Once started I decided to do a second project, one that could be done with relative ease when bugs were not to be found or blew or flew away. This time keeping to a 55-300 lens on the same camera body. This project reminded me of the intense focus and knowledge people with Aspergers syndrome can have on subjects others might only briefly notice or comment on. Again around my home I became curious as to how many telegraph poles I could see just walking down my drive and around my garden. I had previously thought they were all very similar if not the same. I quickly realised this was not the case and also took photographs of their parts. It amused me to see the Danger of Death notice on a pole discarded by authorities some time ago which was now being chopped up to make a summer house frame!
I lost count and still cannot accurately say how many I can see from home as some are just over on the horizon and are only visible according to weather conditions. As an estimate it is probably about 30’ish on a clear day! So my project depicts ‘umpteen’ telegraph poles and their parts as seen from home.

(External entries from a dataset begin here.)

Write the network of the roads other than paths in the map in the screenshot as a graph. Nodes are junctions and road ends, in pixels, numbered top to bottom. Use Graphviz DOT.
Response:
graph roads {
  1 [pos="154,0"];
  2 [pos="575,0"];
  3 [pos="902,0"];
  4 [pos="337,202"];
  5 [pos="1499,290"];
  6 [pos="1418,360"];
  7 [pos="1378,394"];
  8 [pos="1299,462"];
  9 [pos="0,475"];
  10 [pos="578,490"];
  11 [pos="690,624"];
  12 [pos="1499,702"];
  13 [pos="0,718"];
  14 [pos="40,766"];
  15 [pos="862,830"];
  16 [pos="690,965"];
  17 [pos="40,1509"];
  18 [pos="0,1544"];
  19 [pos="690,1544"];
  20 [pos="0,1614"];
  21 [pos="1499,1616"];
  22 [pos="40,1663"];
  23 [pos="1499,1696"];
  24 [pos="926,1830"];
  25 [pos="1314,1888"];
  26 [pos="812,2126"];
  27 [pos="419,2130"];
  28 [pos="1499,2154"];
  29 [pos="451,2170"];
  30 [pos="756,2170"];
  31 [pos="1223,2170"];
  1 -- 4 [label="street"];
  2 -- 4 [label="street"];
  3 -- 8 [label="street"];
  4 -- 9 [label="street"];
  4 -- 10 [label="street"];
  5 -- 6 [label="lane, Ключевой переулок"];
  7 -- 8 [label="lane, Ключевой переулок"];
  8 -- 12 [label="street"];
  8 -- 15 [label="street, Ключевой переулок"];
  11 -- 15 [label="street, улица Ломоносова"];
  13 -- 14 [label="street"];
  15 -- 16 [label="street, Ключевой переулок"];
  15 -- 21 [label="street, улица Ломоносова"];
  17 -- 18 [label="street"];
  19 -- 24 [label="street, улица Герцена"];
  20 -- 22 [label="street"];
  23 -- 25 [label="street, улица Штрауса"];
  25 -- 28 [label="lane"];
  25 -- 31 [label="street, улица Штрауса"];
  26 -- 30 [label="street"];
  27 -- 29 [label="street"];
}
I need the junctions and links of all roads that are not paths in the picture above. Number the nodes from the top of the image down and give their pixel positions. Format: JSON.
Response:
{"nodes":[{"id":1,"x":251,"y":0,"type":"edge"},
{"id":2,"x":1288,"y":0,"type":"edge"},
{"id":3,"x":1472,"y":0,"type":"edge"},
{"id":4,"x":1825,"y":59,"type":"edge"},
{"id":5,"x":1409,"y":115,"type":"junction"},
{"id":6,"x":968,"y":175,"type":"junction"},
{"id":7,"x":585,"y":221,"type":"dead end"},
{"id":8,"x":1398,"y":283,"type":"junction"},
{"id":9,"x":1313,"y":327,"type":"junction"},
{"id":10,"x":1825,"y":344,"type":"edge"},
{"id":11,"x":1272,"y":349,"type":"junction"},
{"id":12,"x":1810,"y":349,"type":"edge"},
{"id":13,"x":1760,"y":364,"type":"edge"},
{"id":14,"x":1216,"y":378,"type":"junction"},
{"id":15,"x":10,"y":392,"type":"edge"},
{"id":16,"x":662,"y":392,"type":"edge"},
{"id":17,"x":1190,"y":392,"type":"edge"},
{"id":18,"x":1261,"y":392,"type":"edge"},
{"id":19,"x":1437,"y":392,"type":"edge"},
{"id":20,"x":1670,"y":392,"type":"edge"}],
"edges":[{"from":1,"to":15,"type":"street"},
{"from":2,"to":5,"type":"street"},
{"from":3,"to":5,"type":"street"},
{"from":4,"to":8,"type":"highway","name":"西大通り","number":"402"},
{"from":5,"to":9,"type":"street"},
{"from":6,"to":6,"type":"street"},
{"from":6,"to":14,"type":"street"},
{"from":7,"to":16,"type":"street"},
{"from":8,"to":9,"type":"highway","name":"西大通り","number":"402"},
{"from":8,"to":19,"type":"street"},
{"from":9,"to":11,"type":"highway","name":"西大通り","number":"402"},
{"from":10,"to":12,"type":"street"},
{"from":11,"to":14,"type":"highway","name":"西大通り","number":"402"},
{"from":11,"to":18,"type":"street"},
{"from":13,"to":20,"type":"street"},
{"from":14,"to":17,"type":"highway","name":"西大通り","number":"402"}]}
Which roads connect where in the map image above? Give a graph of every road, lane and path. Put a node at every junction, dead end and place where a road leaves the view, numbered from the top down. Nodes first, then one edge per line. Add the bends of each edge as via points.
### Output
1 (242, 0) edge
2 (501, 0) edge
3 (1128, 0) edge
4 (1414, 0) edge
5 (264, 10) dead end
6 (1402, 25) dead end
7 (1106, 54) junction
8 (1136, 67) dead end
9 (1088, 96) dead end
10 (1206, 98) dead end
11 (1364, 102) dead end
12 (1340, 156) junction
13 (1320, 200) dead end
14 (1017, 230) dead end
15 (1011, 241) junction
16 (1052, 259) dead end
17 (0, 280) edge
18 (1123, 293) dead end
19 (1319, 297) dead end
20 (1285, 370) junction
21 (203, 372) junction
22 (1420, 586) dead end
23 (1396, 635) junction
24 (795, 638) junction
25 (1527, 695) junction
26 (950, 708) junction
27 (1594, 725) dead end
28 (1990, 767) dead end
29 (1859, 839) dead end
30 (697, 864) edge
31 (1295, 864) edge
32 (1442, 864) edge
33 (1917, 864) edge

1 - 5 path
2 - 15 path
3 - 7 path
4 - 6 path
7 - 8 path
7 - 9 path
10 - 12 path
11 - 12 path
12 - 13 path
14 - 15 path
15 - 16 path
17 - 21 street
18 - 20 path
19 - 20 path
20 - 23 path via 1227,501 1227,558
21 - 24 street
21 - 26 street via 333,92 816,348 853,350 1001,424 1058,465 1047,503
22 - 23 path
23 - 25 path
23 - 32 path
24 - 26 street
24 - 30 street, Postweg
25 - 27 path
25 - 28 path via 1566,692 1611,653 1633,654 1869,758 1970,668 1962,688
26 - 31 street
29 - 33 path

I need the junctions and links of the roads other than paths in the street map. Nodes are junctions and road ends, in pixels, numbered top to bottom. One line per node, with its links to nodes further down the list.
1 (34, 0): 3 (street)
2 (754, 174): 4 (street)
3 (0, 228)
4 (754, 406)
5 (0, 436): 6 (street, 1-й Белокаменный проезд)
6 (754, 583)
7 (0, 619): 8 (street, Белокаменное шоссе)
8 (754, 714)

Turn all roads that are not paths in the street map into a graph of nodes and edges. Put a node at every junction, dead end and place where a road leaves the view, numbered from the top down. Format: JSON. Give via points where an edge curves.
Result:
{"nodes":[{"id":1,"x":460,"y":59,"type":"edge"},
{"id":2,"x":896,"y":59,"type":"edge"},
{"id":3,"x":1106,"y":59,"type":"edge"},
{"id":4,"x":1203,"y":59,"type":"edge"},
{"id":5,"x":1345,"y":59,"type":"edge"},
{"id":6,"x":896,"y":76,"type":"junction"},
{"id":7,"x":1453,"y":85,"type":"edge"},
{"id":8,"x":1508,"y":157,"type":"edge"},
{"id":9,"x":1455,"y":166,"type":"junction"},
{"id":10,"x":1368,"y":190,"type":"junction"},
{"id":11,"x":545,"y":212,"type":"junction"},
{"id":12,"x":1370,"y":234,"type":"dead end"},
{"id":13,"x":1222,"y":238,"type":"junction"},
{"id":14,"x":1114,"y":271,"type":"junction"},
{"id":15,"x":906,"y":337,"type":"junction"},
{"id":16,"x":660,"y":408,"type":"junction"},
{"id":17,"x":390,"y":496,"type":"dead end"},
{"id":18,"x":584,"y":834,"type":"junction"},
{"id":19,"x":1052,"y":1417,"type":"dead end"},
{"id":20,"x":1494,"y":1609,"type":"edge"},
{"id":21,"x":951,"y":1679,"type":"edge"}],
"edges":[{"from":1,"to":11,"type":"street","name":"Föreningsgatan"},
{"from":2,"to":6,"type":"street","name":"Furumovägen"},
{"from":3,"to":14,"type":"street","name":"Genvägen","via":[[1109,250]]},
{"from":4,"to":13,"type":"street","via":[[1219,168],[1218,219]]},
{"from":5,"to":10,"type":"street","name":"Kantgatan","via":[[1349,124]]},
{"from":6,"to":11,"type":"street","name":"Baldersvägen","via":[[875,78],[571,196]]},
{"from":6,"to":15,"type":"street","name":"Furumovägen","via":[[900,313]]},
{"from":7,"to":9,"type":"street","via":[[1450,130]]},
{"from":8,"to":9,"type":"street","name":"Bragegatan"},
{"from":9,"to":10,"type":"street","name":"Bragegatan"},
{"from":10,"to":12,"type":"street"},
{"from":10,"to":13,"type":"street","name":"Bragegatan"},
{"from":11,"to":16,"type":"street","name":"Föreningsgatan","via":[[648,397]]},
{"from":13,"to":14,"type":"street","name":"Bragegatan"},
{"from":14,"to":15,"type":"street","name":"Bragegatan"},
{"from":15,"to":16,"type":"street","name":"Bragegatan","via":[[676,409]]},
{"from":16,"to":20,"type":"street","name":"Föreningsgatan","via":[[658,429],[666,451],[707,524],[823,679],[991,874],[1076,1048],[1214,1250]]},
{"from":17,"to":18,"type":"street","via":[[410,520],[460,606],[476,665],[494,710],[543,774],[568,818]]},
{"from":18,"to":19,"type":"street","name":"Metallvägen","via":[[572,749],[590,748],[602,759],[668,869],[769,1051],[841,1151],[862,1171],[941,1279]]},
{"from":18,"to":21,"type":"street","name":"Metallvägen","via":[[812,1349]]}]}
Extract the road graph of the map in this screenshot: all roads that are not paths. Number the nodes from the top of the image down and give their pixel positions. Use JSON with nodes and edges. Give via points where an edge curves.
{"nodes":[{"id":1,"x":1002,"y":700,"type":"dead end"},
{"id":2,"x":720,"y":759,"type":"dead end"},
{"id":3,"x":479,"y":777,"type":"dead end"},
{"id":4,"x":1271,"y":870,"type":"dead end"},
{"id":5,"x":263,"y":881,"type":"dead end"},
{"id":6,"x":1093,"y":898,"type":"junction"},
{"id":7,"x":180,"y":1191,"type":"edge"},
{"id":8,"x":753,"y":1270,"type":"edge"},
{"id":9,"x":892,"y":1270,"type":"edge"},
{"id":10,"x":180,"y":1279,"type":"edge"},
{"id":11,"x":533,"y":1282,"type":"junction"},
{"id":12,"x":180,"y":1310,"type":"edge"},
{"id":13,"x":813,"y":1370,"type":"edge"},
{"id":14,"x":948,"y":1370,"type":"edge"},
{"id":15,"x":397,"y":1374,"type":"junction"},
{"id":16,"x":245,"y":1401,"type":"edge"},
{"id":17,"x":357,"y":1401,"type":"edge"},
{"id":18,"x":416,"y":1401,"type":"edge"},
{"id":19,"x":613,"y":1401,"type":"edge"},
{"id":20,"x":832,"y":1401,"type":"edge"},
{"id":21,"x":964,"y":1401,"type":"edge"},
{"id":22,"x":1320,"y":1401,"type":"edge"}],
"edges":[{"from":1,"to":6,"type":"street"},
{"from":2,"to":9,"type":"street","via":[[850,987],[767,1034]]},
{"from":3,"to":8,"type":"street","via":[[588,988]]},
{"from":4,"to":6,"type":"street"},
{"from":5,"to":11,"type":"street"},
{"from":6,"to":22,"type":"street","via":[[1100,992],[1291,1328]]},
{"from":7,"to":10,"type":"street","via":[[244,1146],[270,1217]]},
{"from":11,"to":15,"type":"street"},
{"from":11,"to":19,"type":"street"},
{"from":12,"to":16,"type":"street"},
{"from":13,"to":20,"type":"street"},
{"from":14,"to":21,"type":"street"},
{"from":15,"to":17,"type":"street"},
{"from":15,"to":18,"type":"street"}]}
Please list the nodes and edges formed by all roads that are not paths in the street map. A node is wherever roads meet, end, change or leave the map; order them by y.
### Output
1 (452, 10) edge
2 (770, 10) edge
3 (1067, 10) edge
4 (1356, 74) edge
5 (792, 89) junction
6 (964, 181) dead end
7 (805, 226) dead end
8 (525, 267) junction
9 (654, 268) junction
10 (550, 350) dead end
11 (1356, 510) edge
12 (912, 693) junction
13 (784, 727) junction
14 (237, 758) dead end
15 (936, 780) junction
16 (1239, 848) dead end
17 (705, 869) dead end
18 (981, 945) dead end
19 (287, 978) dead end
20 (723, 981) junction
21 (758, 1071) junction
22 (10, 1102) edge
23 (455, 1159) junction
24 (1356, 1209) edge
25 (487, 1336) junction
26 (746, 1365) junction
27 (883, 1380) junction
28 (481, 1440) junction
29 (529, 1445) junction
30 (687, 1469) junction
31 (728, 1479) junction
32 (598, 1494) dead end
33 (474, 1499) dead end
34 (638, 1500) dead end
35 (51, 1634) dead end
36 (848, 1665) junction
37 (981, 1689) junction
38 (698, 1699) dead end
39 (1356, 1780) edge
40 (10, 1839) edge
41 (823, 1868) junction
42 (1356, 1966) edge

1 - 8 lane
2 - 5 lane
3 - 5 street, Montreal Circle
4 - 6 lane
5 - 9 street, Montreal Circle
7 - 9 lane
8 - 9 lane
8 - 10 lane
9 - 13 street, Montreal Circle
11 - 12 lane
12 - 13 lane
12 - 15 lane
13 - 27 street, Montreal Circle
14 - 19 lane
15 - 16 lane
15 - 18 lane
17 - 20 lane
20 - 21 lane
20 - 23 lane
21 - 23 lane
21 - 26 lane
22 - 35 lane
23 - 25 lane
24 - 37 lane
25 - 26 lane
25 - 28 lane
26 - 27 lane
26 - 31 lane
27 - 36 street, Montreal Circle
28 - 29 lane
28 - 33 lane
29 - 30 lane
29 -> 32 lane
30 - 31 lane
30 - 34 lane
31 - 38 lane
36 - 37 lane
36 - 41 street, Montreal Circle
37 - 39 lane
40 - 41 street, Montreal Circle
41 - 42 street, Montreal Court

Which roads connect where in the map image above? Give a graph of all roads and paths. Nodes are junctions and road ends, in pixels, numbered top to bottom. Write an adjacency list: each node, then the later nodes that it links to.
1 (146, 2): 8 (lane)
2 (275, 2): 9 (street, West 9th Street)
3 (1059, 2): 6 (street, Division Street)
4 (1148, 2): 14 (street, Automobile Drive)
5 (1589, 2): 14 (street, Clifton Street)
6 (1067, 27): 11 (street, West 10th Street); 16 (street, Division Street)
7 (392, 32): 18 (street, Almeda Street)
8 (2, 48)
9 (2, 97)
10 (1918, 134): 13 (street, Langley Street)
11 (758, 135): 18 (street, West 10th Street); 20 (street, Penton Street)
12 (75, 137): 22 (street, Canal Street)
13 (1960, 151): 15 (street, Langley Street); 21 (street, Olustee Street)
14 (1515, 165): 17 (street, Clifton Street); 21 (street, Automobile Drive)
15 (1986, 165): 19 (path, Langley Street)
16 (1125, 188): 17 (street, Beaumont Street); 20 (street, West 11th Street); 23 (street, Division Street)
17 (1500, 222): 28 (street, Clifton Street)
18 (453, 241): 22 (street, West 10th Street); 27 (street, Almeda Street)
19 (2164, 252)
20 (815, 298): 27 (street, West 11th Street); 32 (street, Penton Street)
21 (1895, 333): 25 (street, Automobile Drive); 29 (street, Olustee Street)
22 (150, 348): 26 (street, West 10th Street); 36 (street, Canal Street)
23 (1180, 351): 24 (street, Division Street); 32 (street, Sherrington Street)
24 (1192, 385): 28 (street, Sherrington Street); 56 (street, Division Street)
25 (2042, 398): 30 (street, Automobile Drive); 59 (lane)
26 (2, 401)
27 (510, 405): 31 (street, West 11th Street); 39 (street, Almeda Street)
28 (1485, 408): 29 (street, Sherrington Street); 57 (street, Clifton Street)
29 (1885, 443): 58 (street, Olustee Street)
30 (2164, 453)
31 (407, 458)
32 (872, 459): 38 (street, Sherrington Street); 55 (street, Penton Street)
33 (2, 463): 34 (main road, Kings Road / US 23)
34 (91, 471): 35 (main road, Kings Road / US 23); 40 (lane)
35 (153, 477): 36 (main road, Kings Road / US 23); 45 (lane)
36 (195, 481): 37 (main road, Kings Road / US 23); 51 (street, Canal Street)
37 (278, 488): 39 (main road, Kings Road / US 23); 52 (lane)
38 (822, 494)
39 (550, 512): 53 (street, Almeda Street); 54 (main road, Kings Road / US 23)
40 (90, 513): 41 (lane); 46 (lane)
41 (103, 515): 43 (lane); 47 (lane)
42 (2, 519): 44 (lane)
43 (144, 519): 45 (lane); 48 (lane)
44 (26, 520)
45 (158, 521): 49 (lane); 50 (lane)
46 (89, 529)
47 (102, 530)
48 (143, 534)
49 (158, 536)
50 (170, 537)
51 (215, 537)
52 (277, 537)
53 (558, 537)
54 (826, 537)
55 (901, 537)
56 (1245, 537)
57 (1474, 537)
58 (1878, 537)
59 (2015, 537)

I have used Photobox before to make books as well as other items and been pleased with the results. I had heard about BLURB books but not used them so decided that would be a challenge to do so. It was a challenge! For example, having decided I wanted the pages in a different order I could not switch them round but had to delete and re-upload to achieve the turnabout. In the end although I had wanted to go from big to little pole and whole to parts in the page order I randomised the sequence. The only continuity was duplicating each colour image in black and white, this decision being driven by my continuing dithering as to the merits of both. I hope I and the readers of my book will be able to compare and contrast the merits of the two forms of each image. I also had difficulty aligning text so that it was not going to disappear over the edge of the cover pages. Thankfully before uploading to print BLURB prompts re-alignment. It took several attempts to upload for printing due to size and poor bandwidth where I live but it has now been ordered and will arrive soon.
Reflecting on my performance in this task I still have much to learn and already can see how I could perhaps achieve better results. For both projects I thought about identifying and labelling each image and about mapping where I took them but decided not to partly due to time constraints but also because I did not wish to detract from the images themselves which may be at risk of becoming backdrops for the words (Tate 2013). With the telegraph poles I could prepare a map of locations that would be on a postcard slipped into the book if I ever market it! I note that BLURB also facilitate selling and wonder whether my book would be of interest to anyone but myself.
All told this has been an interesting exercise and resulted in two very different studies. I have gained further experience with two different lenses and ways of presenting my images. I have also increased my knowledge of bugs and telegraph poles as an added bonus!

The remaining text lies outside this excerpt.